Last weekend, I returned to Boston to join 22,000 runners for the 110th running of the Boston Marathon. This was my 2nd Boston (I qualified for this Boston at the 2005 Boston Marathon), but I was planning on taking a very different approach to the race this time. No land speed records, no split tracking, no PR’s – just running with friends at a more casual pace and enjoying every minute of this 26.2-mile long party. My goals? Give 262 high fives, take some pics along the way, drink a beer at Heartbreak Hill with the Hash House Harriers, and get a kiss from one of those gorgeous Wellesley girls with the “kiss me, I’m smart” signs. Now THAT’S my kind of marathon! Little did I know I would also get a chance to meet the winner of the Boston marathon too.

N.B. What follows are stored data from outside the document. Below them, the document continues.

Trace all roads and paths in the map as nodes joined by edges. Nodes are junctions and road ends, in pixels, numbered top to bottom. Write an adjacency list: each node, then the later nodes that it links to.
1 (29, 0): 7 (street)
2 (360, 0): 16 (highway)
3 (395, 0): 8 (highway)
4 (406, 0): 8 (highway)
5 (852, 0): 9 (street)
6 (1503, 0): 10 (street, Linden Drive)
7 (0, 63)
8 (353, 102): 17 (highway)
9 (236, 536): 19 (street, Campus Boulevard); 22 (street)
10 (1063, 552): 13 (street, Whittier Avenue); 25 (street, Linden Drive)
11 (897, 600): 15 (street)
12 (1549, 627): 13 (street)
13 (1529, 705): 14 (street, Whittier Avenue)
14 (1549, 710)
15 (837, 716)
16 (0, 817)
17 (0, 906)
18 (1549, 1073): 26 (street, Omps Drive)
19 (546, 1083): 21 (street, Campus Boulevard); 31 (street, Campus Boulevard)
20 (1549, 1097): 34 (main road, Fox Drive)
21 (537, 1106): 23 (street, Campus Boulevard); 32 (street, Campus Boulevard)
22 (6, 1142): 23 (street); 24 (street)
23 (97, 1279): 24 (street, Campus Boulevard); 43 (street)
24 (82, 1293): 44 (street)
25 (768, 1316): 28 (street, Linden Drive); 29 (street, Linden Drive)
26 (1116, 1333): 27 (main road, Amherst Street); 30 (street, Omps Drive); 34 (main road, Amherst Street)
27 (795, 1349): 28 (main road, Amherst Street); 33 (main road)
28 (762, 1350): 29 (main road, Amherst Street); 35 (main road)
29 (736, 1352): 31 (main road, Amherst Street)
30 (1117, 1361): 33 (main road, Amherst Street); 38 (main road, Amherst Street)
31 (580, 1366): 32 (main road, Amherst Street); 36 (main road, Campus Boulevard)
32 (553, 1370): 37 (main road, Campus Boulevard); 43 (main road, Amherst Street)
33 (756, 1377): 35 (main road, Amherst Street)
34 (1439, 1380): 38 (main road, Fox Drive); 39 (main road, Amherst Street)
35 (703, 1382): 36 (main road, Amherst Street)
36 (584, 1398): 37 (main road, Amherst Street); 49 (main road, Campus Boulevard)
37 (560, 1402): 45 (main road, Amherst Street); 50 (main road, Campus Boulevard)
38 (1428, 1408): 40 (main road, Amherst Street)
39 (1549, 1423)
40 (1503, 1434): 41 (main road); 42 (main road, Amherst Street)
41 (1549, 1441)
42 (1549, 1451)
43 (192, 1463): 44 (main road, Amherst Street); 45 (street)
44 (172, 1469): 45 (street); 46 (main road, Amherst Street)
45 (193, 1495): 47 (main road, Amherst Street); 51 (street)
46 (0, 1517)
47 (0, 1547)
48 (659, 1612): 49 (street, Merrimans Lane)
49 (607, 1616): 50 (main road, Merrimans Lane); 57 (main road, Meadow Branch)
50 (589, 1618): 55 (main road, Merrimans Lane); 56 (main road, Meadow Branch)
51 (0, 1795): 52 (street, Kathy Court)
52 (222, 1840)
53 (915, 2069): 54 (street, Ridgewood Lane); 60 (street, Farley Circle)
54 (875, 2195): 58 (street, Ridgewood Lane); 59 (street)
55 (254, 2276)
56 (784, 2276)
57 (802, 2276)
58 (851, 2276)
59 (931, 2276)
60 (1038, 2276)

(53 degrees and partly cloudy - perfect running weather for the Boston Marathon this year)

I flew in on the red eye Saturday night, and after a quick breakfast with the Boston dock workers at a local greasy spoon, I hit the Runners Expo. The excitement was palpable, as runners and their supporting friends and family gobbled up merchandise as fast as it could be stocked. Like last year, I met dozens of people who considered this race the pinnacle of their year (if not their athletic career) and were purchasing anything that could publicly proclaim “I did Boston”. As a trail runner, I felt like a welcomed outsider in a cult of ultra-thin, shaved-legged road rabbits. Popular booths included the Clif Blocks sample table (snacks!), the Adidas booth with wall-to-wall Boston merchandise, and the MyMarathonDVD booth that creates a personalized DVD from six cameras along the course.

(Dean talks ultrarunning with the Boston Marathon crowd)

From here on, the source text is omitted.